I did not have the same reaction to the 98, which is tasting great to me. The 2006 is also a lovely port, and I imagine that it will develop in a similar way to the 98.
I think Ian summarised this slightly better than me previously but it's a wine that drinks as well with a main course (a fairly robust one, granted) as it does with a dessert. There. Versatile.
Cheers Wayno
Give me the luxuries of life and I will willingly do without the necessities.
Wayno wrote:I'd rate the 06 as the pick of the bunch. A different beast to the 98 which feels just a touch tired for my tastes. The 06 is a versatile, powerhouse of a wine. Each to their own, as ever
"Versatile"? This is a tasting note I haven't seen before !
I did not have the same reaction to the 98, which is tasting great to me. The 2006 is also a lovely port, and I imagine that it will develop in a similar way to the 98.
I think Ian summarised this slightly better than me previously but it's a wine that drinks as well with a main course (a fairly robust one, granted) as it does with a dessert. There. Versatile.
Haven't tried the 99 but the 2006 is fantastic and I would agree with the idea that it can be used with a main.
cheers
Carl
Bartenders are supposed to have people skills. Or was it people are supposed to have bartending skills?

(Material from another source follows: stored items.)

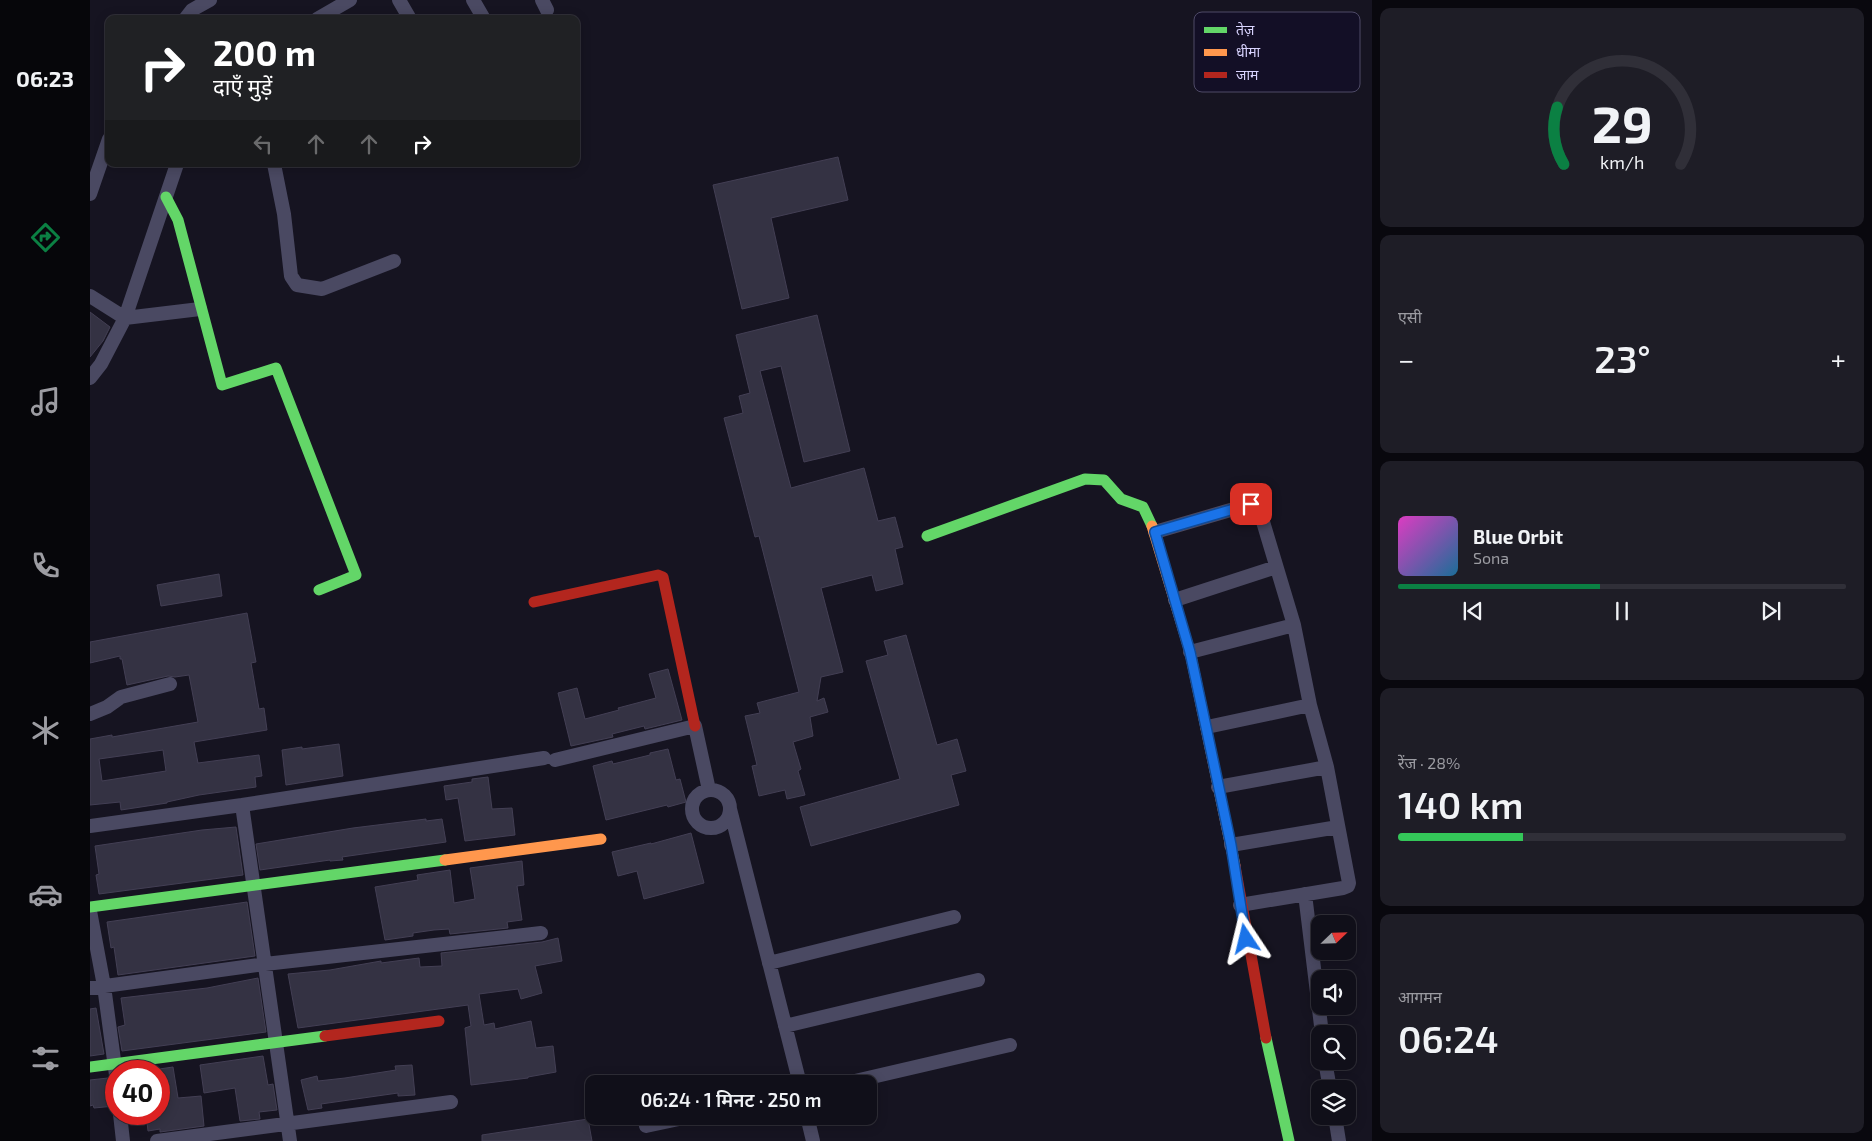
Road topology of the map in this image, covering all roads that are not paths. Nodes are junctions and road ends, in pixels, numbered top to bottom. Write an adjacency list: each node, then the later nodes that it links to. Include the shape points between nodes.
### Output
1 (210, 0): 5 (street)
2 (350, 0): 6 (street)
3 (399, 0): 7 (street)
4 (474, 0): 8 (street)
5 (190, 12)
6 (335, 14)
7 (408, 15)
8 (482, 15)
9 (105, 151): 12 (street)
10 (176, 167): 13 (street)
11 (275, 167): 14 (street, via 291,276 297,285 322,289)
12 (90, 194)
13 (166, 197): 16 (street, via 178,220); 17 (street)
14 (394, 261)
15 (90, 296): 17 (street)
16 (200, 309): 17 (street); 22 (street, via 222,385 276,368 356,575)
17 (125, 318): 18 (street)
18 (90, 378)
19 (1155, 532): 20 (street, via 1143,507 1121,499 1104,480 1085,479); 21 (street, via 1251,504 1258,505); 23 (street)
20 (927, 536)
21 (1276, 567): 23 (street); 25 (street)
22 (320, 590)
23 (1175, 600): 26 (street)
24 (534, 602): 30 (street, via 658,575 664,577)
25 (1294, 625): 26 (street); 28 (street)
26 (1190, 652): 31 (street)
27 (170, 684): 29 (street, via 121,697)
28 (1310, 705): 31 (street); 32 (street)
29 (90, 714)
30 (695, 726): 34 (street); 35 (street, via 550,759)
31 (1207, 727): 33 (street)
32 (1327, 767): 33 (street); 38 (street)
33 (1218, 787): 40 (street)
34 (709, 790): 36 (street, via 726,797); 36 (street, via 695,800 693,812 698,822 709,828 722,825)
35 (242, 805): 37 (street); 41 (street)
36 (730, 809): 48 (street)
37 (90, 826)
38 (1338, 826): 40 (street); 42 (street, via 1348,886)
39 (601, 839): 41 (street)
40 (1231, 845): 43 (street)
41 (254, 886): 44 (street); 49 (street)
42 (1305, 894): 43 (street); 54 (street)
43 (1240, 905): 75 (street)
44 (90, 907)
45 (90, 911): 51 (street)
46 (954, 918): 48 (street)
47 (540, 933): 49 (street)
48 (768, 963): 55 (street)
49 (265, 964): 51 (street); 56 (street)
50 (978, 980): 55 (street)
51 (104, 986): 52 (street); 58 (street)
52 (90, 988)
53 (439, 1021): 56 (street)
54 (1321, 1025)
55 (785, 1026): 62 (street)
56 (275, 1042): 59 (street); 65 (street)
57 (1010, 1045): 63 (street)
58 (115, 1060)
59 (169, 1060)
60 (90, 1067): 61 (street)
61 (105, 1068)
62 (798, 1075)
63 (877, 1076)
64 (451, 1102): 65 (street)
65 (288, 1124): 72 (street); 73 (street)
66 (121, 1125): 71 (street)
67 (651, 1125): 70 (street)
68 (809, 1125): 74 (street)
69 (1336, 1125): 76 (street)
70 (646, 1126)
71 (123, 1141)
72 (156, 1141)
73 (290, 1141)
74 (813, 1141)
75 (1289, 1141)
76 (1339, 1141)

Ordered another case of the 99 VP and it's almost all gone, only a few cases left as of Friday. Looks like the kick-start of this thread may have contributed at least a little to their cash flow.
They said there's another VP special coming up in the next week or so - 1997 halves for $50/dozen. I gather they will be labeled like the 99s, and I think they said it's the GR27 Shiraz Tinte Molle.
Thanks for the heads up on the next special Ian, I'll be queueing up for that one as well.
I've done nearly a case of 99 now - great to have at hand after a nerve-wracking World Cup game, and also very handy to give away whenever we drop by at friends' places. "Versatile" in so many ways!
Dozens of the (equally highly awarded) 1997 Seppelt GR27 Fortified Shiraz Tinte Molle are now available for $50/case.
Also available is a new cheapy to replace the GR27 - a trial blend of the exact reverse of the above (1997 GR73 Fortified Tinte Molle Shiraz) for $30/dozen.
Just got a dozen each of the two new releases, both with the same smart looking Seppelt labeling & capsules as the sold-out 1999 GR54 VP - the first one also has gold medals stickers from the Barossa & Rutherglen wine shows:
1997 Seppelt GR27 Fortified Shiraz Tinte Molle, 375ml (cork) $50/dozen: Four years on from when I last tried it (being sold for $13.99/bottle) little has changed apart from the price. Still a dark crimson colour with a hint of purple. Spicy and herbal, deep heat and liquorice, rich fruit cake and currants and a long, minty finish, significantly longer than the 1999 GR54 Fortifed Shiraz Touriga. A powerful and classy ruby port that still has decades ahead on this form.
1997 Seppelt GR73 Trial Blend Fortified Tinte Molle Shiraz, 375ml (cork) $30/dozen: The reverse blend of the GR27, and a very different wine but just as impressive. Brick red colour. Spicy and sweet, very earthy and a little stocky/leathery at times, but always full of currants and cinnamon; the palate’s significantly lighter-weight and very elegant, more Portuguese-style with neutral spirit and just a lick of chocolate. A slippery, elegant wine that’s just too good to leave alone. Ridiculous value.